# Found Red worm's in tank



## L!$A (Apr 21, 2010)

As Ben was doing a water change on the 120g and sifting through the sand he noticed a red worm, which then caused him to look for more, we found about a dozen. Haven't fed blackworm or bloodworm in that tank for quite some time. I've tried looking it up online and haven't found too much other than camallanus worms, but haven't seen any on or near Nala just in the gravel... here's a pic any ideas whether or not it is harmful?


----------



## ibenu (Apr 21, 2010)

Please google images for camallanus worms... I would suspect thats what you have except I have never heard of finding them in the substrate before...


----------



## L!$A (Apr 21, 2010)

yeah i already did... haven't seen any on or near nala and all i can find to know whether or not that is what they are for sure is if they are hanging out of the fish.. i suspect the worms have been in there a lot longer then we know about


----------



## Gone Fishy (Apr 21, 2010)

Lisa/Ben,

If you have ever fed blackworms in that tank, I wouldn't be too concerned. They can live alot longer than you think in the substrate. That actually goes for alot of different types of worms. I've had dew worms still wiggling after more than 2 weeks. I've had blackworms, maybe not alive, but not decomposed or anything after approx. 2 months!!! Certainly keep an eye on Nala, but i think if it was camallanus, you wouldn't have noticed it first in the substrate.

Lance


----------



## gimlid (Apr 23, 2010)

I had blackworms live in my tank for months before.
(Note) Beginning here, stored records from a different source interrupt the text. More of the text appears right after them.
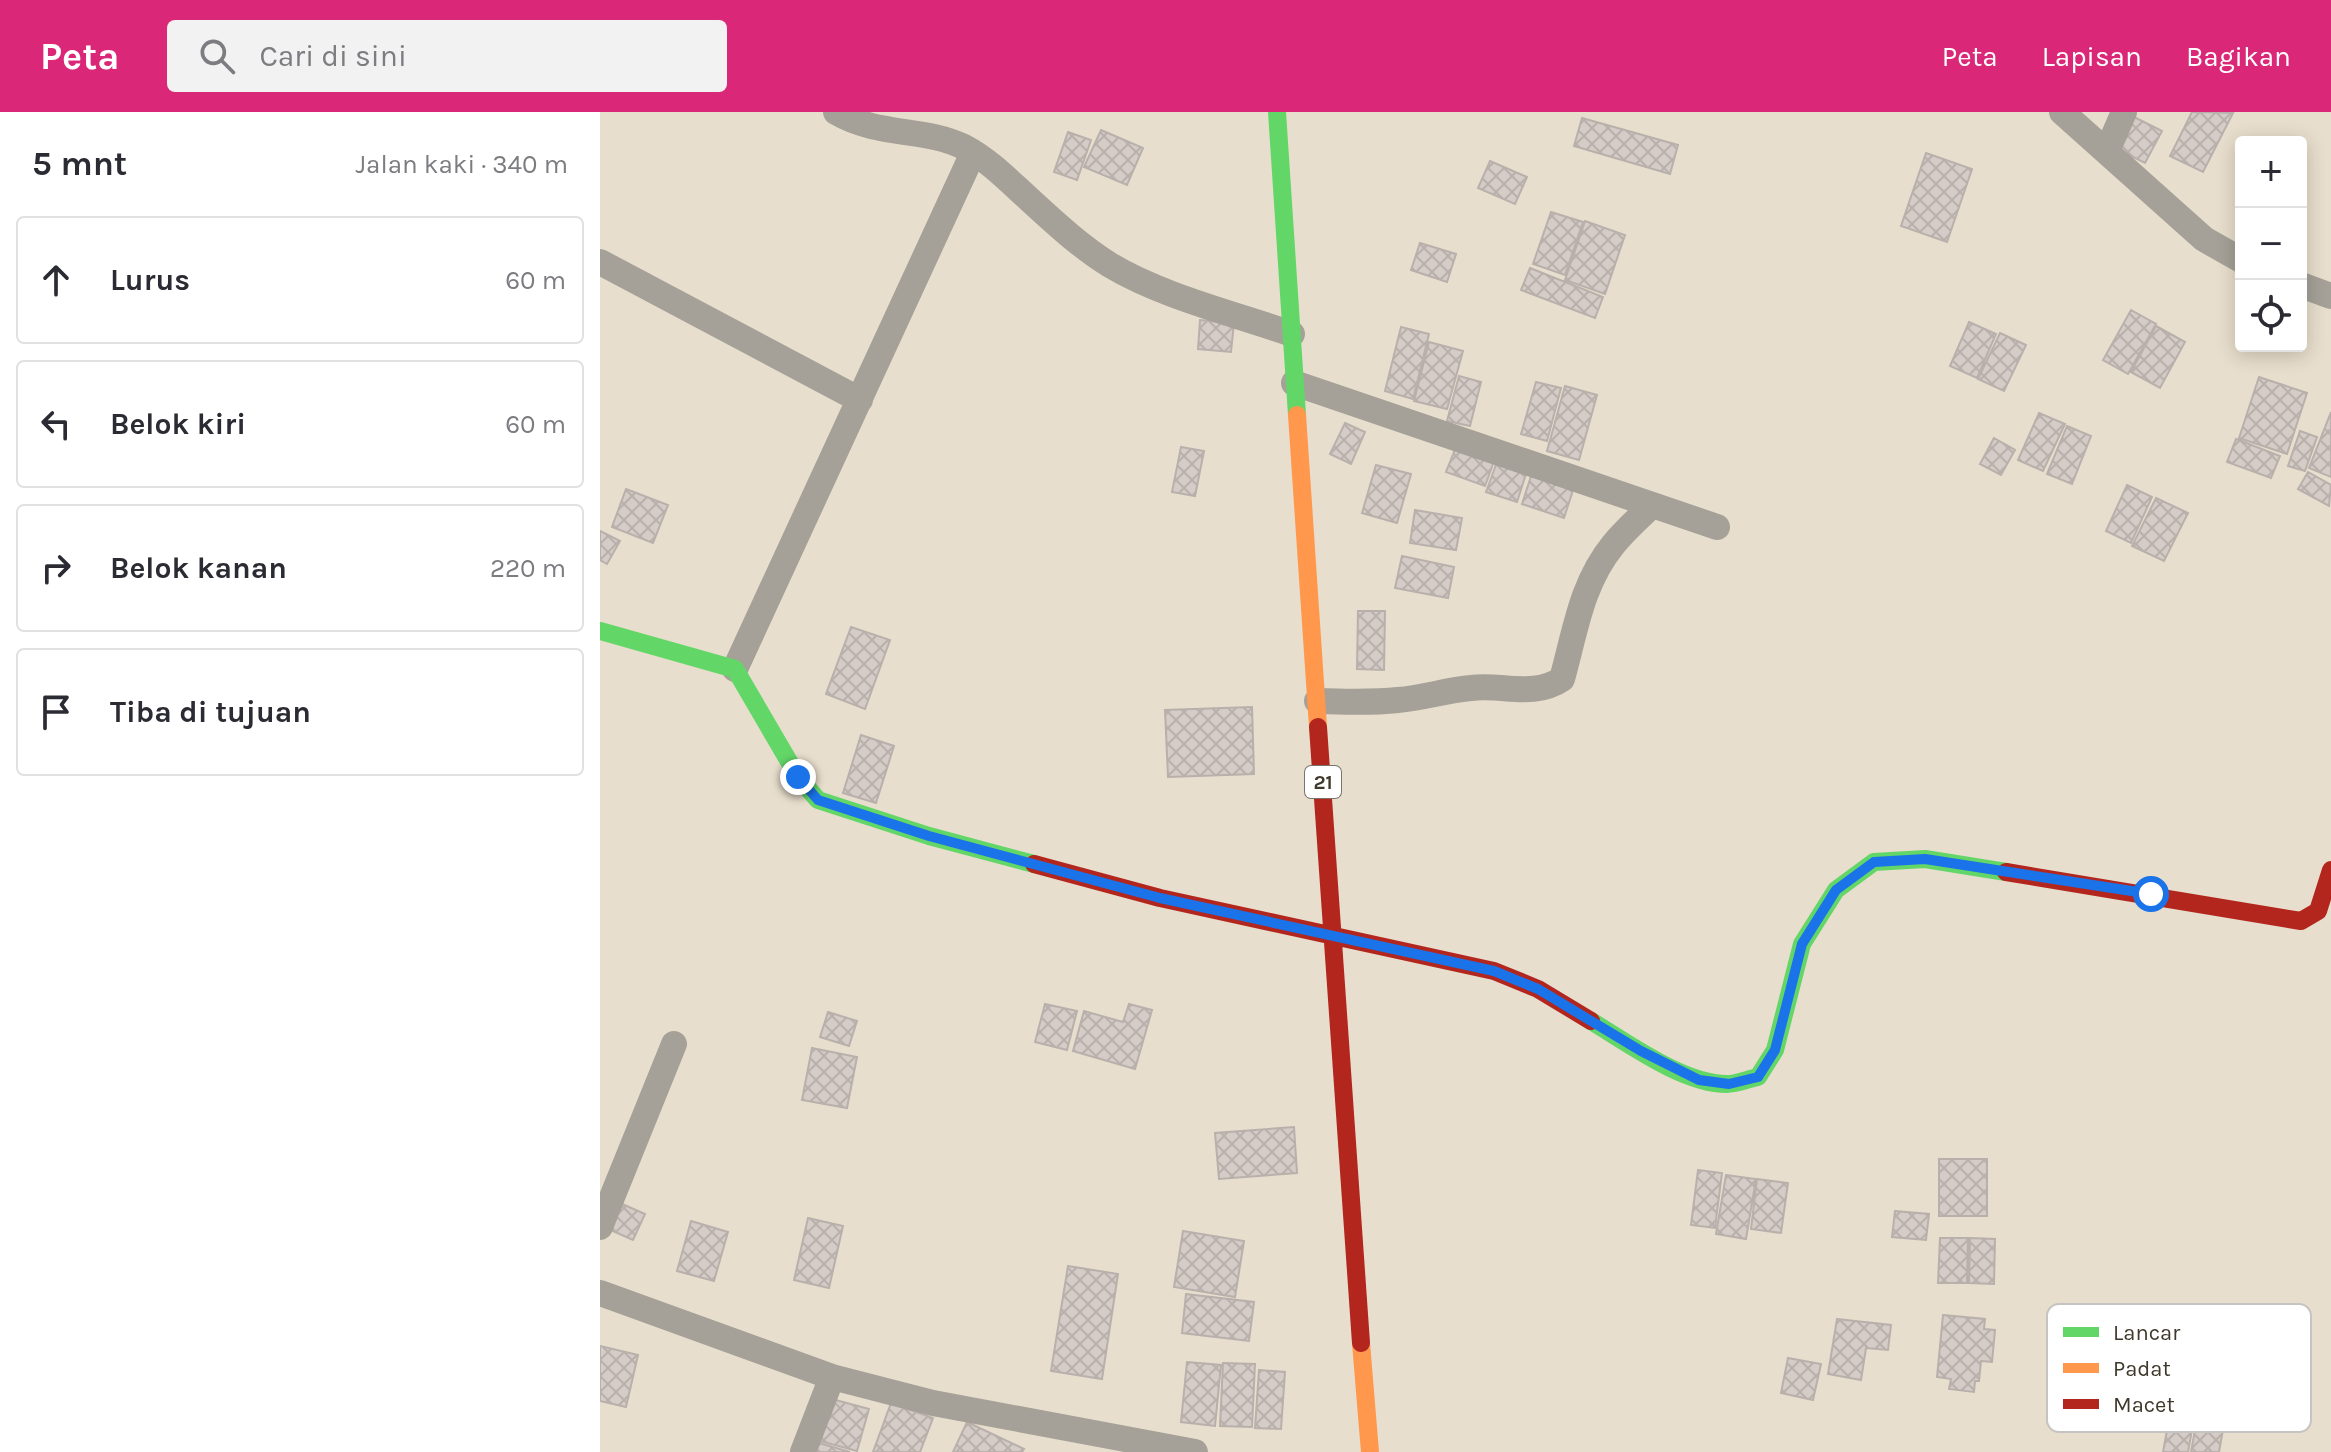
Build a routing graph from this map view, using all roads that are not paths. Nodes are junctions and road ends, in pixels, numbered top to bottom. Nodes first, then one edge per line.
1 (836, 112) edge
2 (1277, 112) edge
3 (2062, 112) edge
4 (2124, 112) edge
5 (2107, 151) junction
6 (973, 153) junction
7 (2235, 257) edge
8 (600, 262) edge
9 (2307, 287) edge
10 (2331, 296) edge
11 (1292, 334) junction
12 (1294, 383) junction
13 (860, 400) junction
14 (1652, 505) junction
15 (1717, 527) dead end
16 (600, 631) edge
17 (735, 669) junction
18 (1317, 701) junction
19 (2331, 870) edge
20 (1334, 936) junction
21 (674, 1044) dead end
22 (600, 1227) edge
23 (600, 1293) edge
24 (832, 1377) junction
25 (803, 1452) edge
26 (1195, 1452) edge
27 (1370, 1452) edge

1 - 6 street
2 - 11 main road, 21
3 - 5 street
4 - 5 street
5 - 7 street
6 - 11 street
6 - 13 street
8 - 13 street
9 - 10 street
11 - 12 main road, 21
12 - 14 street
12 - 18 main road, 21
13 - 17 street
14 - 15 street
14 - 18 street
16 - 17 main road
17 - 20 main road
18 - 20 main road, 21
19 - 20 main road
20 - 27 main road, 21
21 - 22 street
23 - 24 street
24 - 25 street
24 - 26 street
My convicts used to dig for them constantly. They got quite long also.


----------



## L!$A (Apr 21, 2010)

I think you are right Lance, we seen a big blackworm on a rock after we finished cleaning it. I will certainly still watch Nala just in case!!! I never knew they would live so long, but it does make sense.


----------



## jkam (Apr 21, 2010)

I'm not sure what blackworms look like but from what I know of callamanus worms that is one. I had them in my tank, on the glass, once and thats what it looked like.


----------



## L!$A (Apr 21, 2010)

Hmm.. interesting, did your fish have them at all??? That you knew of anyways?? Or did you just find them on your glass?


----------



## Johnnyfishtanks (Apr 21, 2010)

so what is it ??????


----------



## darb (Apr 21, 2010)

Black worms are black as far as I know, that looks like a little red wriggler which matches the images of camallanus worms that I have seen. Terrestrial worms require air to live for any period of time and won't last very long in an aquarium.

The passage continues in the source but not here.